I’m working on benefits for overseas employees. The rows of filing cabinets are endless: half a floor of a building downtown. I work slowly but steadily under the long fluorescents, organizing the folders by location, then specialty, then last name. The file cabinets are in the middle of the building, far from the windows, and are ringed by offices that nobody uses. On each office door there is a nameplate and a white board and a marker for leaving messages. Occasionally, when no one is looking, I’ll write a joke message on someone’s door.

I read through the enormous sums of money, salary, compensation, and per diems the overseas employees receive. They all come from good schools; it says so on their résumés, attached to the files. The receptionists keep plates full of apples on their desks. The advertising firm consults for governments. It has copywriters stationed in China writing political billboard ads.

Ms. King tells me I have a phone call.

“When are you going to be home?” Maria asks.

“You know already. It’s all the way out there by the western suburbs. The brown line stops running after seven. I’ll have to come back through downtown.”

“I never should have encouraged you.”

“You were trying to be supportive. After today I’ll be home every day by six.”

“I’m not going in to work today,” Maria says. “I’m going to see Jackie instead.”

Jackie is Maria’s therapist. When you turn eighteen, as Maria and I both did recently, you lose your status as a ward of the court, but you still have access to social services for a year. If you’re good, the state will even pitch in on your rent.

“Don’t tell her about Gracie, OK?” I say.

“Jackie thinks you should be in therapy too. You’re more messed up than I am.”

“I hope not.”

“I could get in trouble if you get caught,” Maria says. “I could lose my privileges. I need my therapy.”

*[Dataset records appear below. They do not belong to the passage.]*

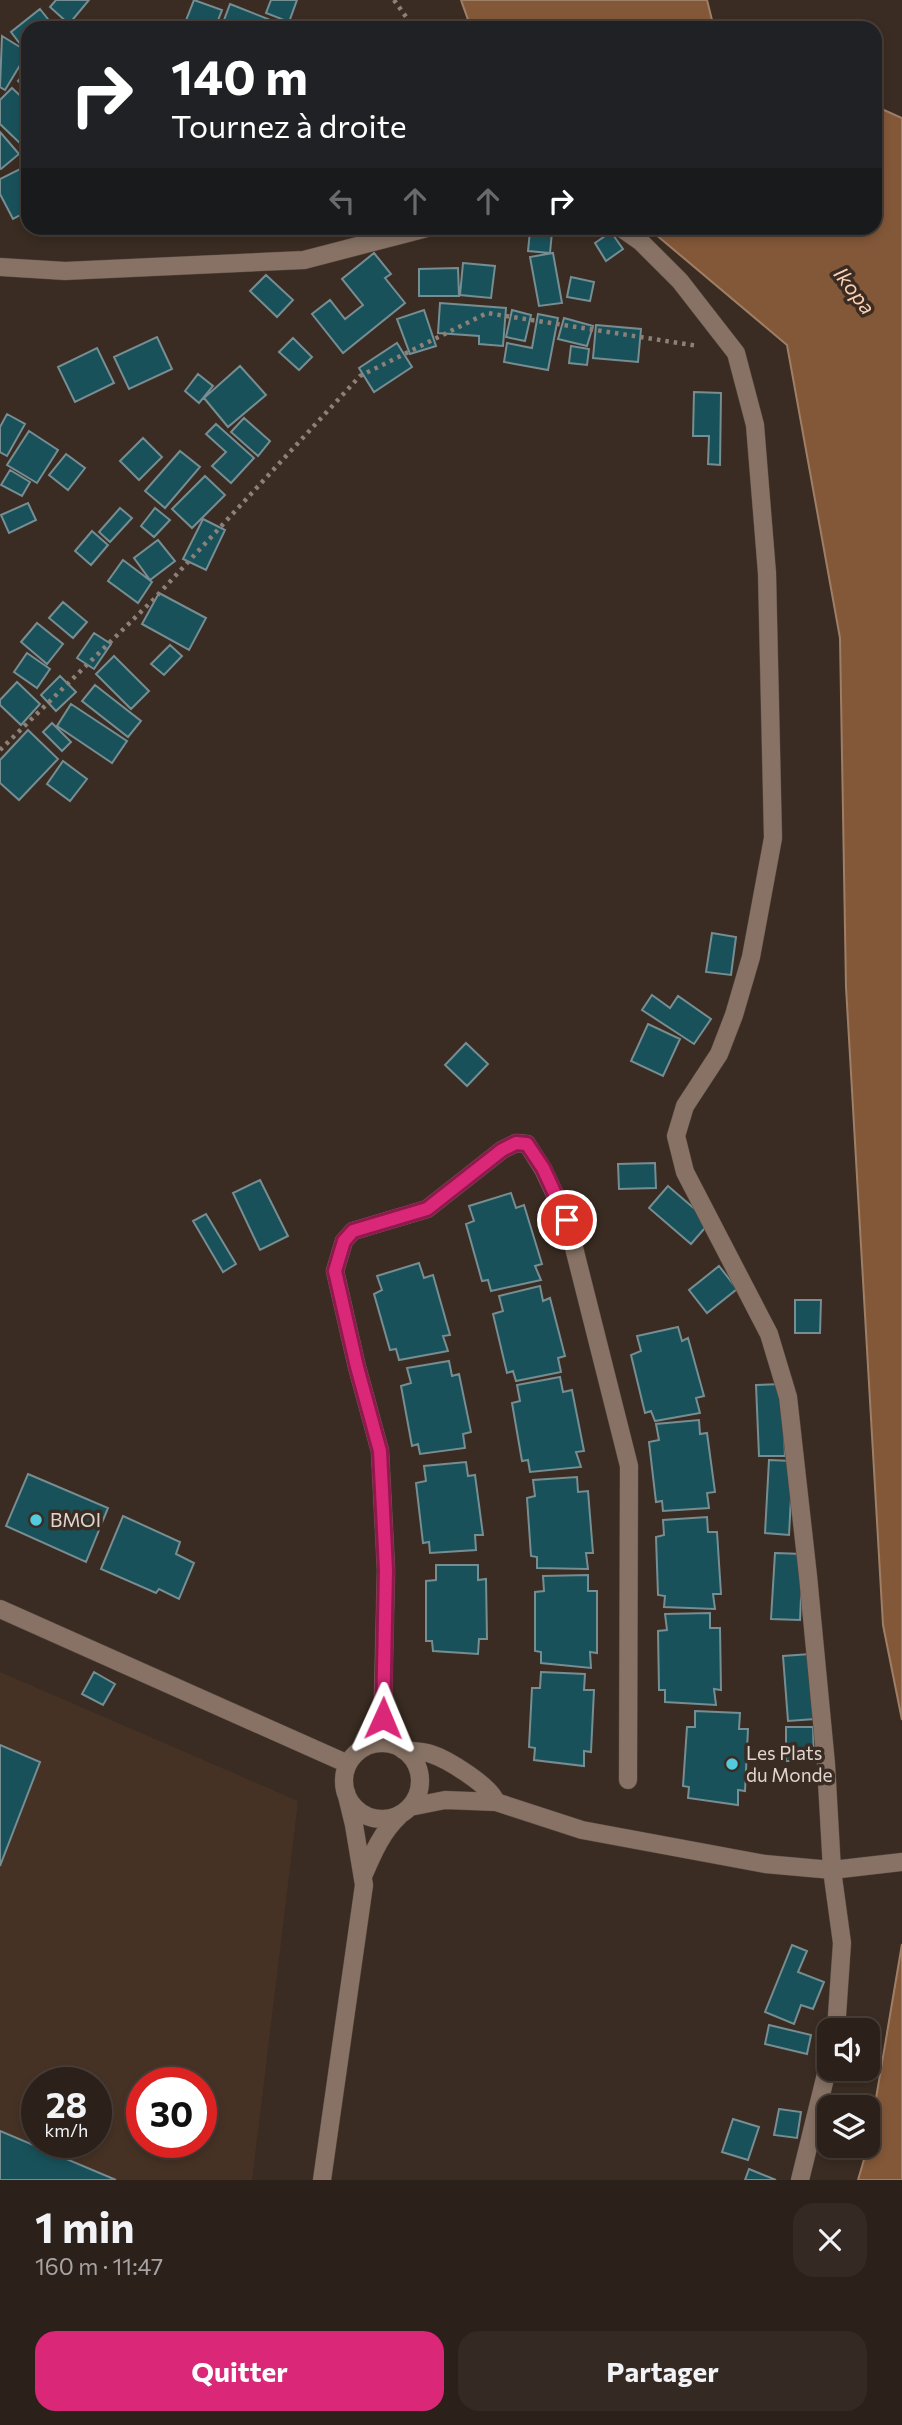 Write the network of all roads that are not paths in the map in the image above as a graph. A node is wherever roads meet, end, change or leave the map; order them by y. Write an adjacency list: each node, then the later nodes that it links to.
1 (399, 235): 3 (street)
2 (631, 235): 13 (street)
3 (0, 267)
4 (0, 1609): 7 (street)
5 (382, 1742): 6 (street); 7 (street); 8 (street)
6 (404, 1749): 10 (street); 11 (street)
7 (348, 1764): 9 (street)
8 (628, 1780)
9 (346, 1792): 11 (street); 14 (street)
10 (496, 1802): 11 (street); 13 (street)
11 (404, 1811): 14 (street)
12 (902, 1862): 13 (street)
13 (832, 1870): 15 (street)
14 (364, 1874): 17 (street)
15 (837, 2018)
16 (824, 2081): 18 (street)
17 (322, 2180)
18 (800, 2180) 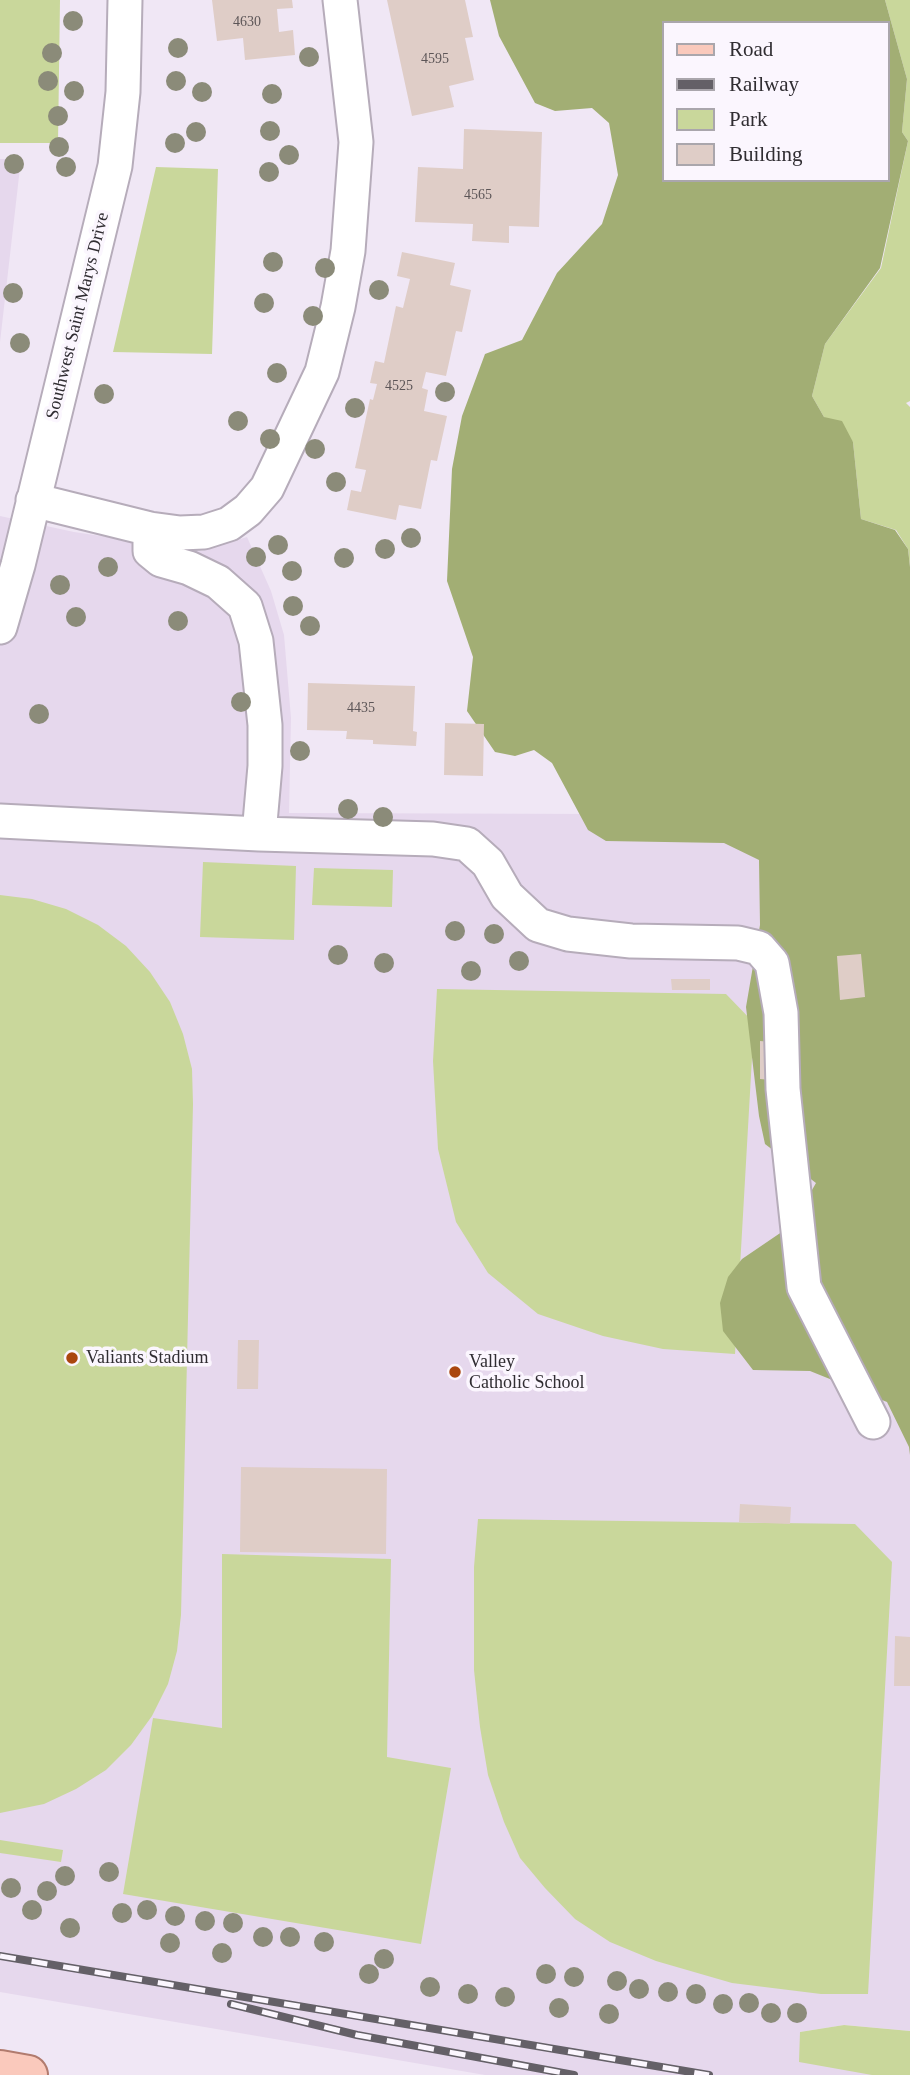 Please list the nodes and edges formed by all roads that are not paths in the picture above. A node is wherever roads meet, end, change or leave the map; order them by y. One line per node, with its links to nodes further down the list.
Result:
1 (125, 0): 3 (street, Southwest Saint Marys Drive)
2 (340, 0): 4 (street)
3 (33, 500): 4 (street); 5 (street, Southwest Saint Marys Drive)
4 (149, 529): 7 (street)
5 (0, 627)
6 (0, 821): 7 (street)
7 (259, 834): 8 (street)
8 (873, 1422)
9 (0, 2070): 10 (main road)
10 (28, 2075)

I can picture her holding the phone against her ear with her shoulder and squeezing her arms together. Ms. King is standing at her desk, watching me.

“Theo?” Maria says.

“Yes?”

“I wish when you left for work that you would tie me up like a pig. You could use the electrical cord. I’d have to wait here for you like that.”

Ms. King brushes past me.

“I want you to hit me so hard I have bruises everywhere,” Maria says. “You don’t hurt me enough.”

“Tell Jackie about that.”

“I can’t. She’ll think I’m a slut.”

“I’ve got to get back to work.”

Maria’s sigh comes through clearly over the phone.

Before I leave work, I finish organizing all the employees in Japan. Ms. King asks me if I would like to contribute to the bagel pool. Everybody pitches in two dollars, and on Fridays we have bagels and cream cheese.

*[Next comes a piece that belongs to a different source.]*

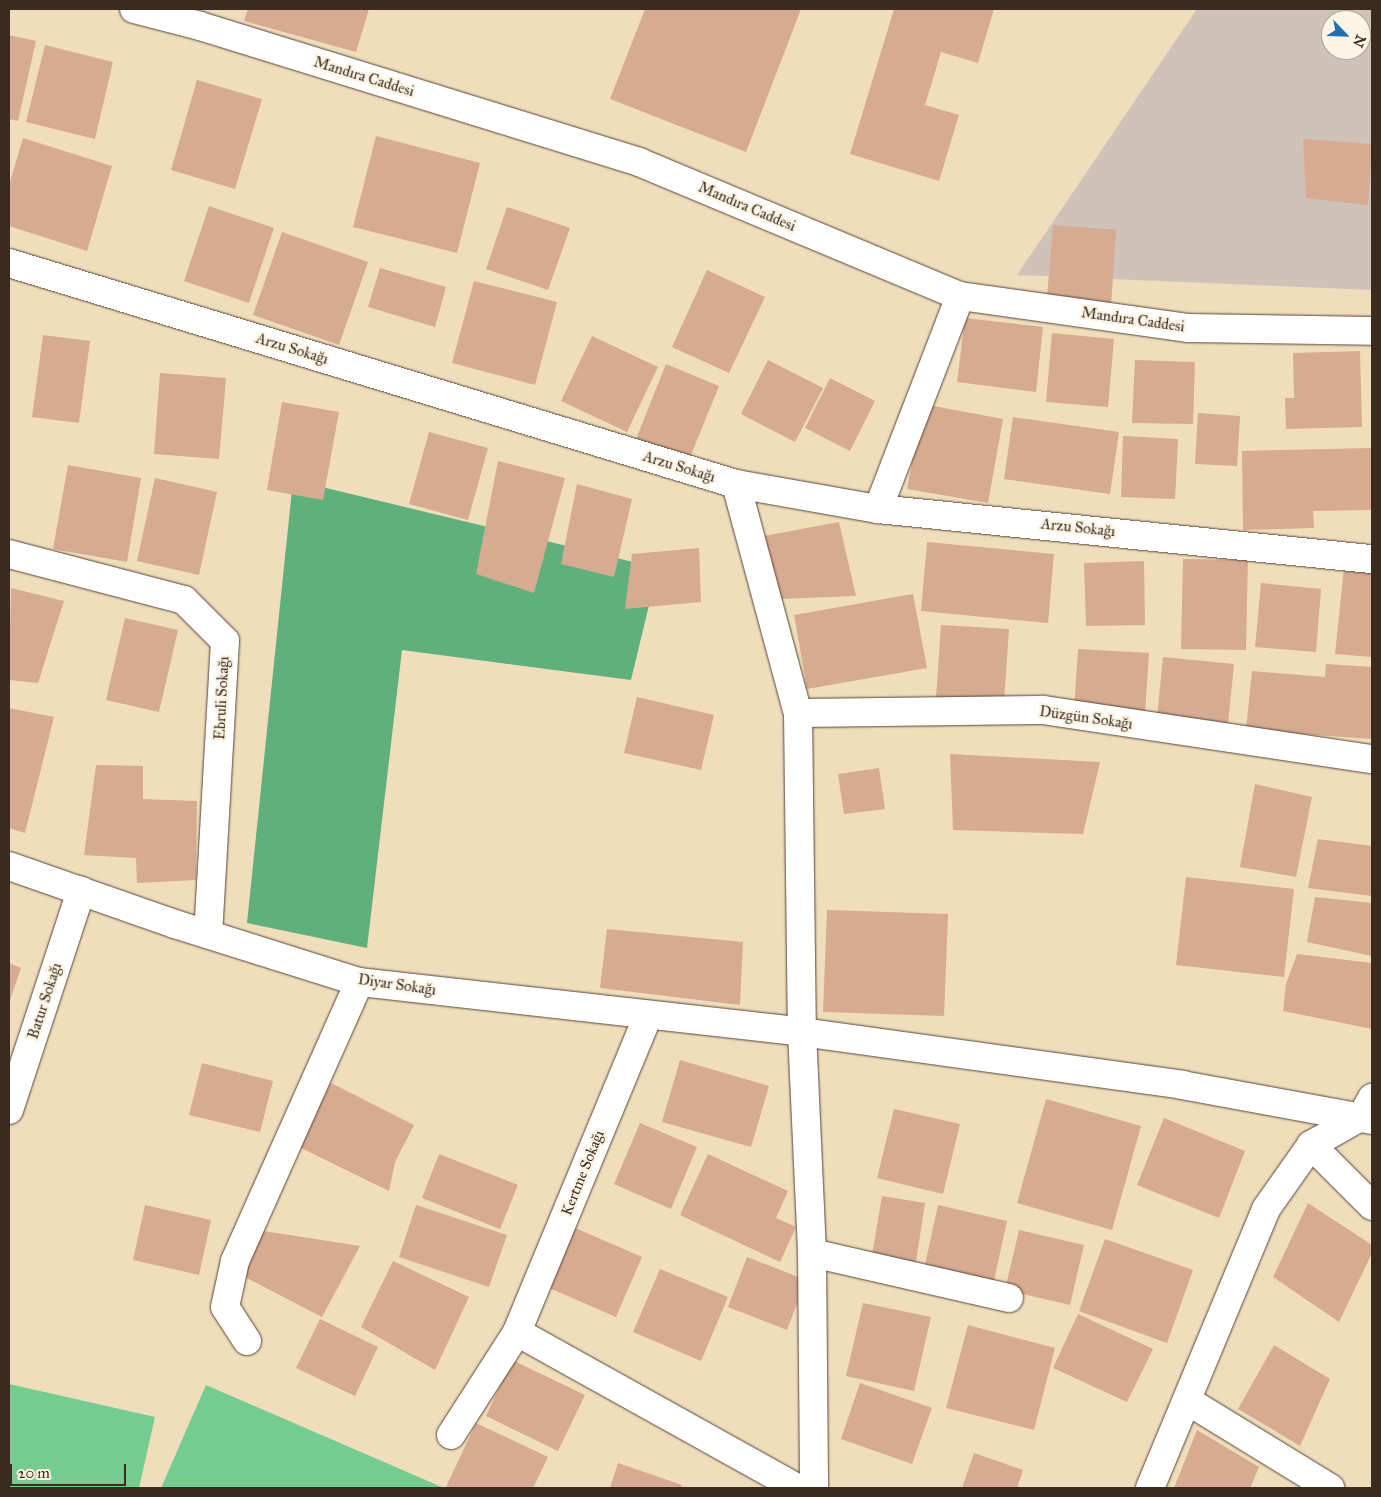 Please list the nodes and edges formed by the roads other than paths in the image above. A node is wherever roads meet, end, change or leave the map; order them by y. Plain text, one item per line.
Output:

“But I’m a temp,” I tell her.

“But you eat the bagels, don’t you?”

“I’ll have to talk to the agency about that.”

“You know, Theo, you shouldn’t be on the phone so much at work.”

Mr. Gracie is a security guard at the Standard Oil Building. I saw him again for the first time a little over a month ago, while I was walking to the beach on my lunch break. I recognized him immediately. I stopped on the sidewalk, and people had to walk around me.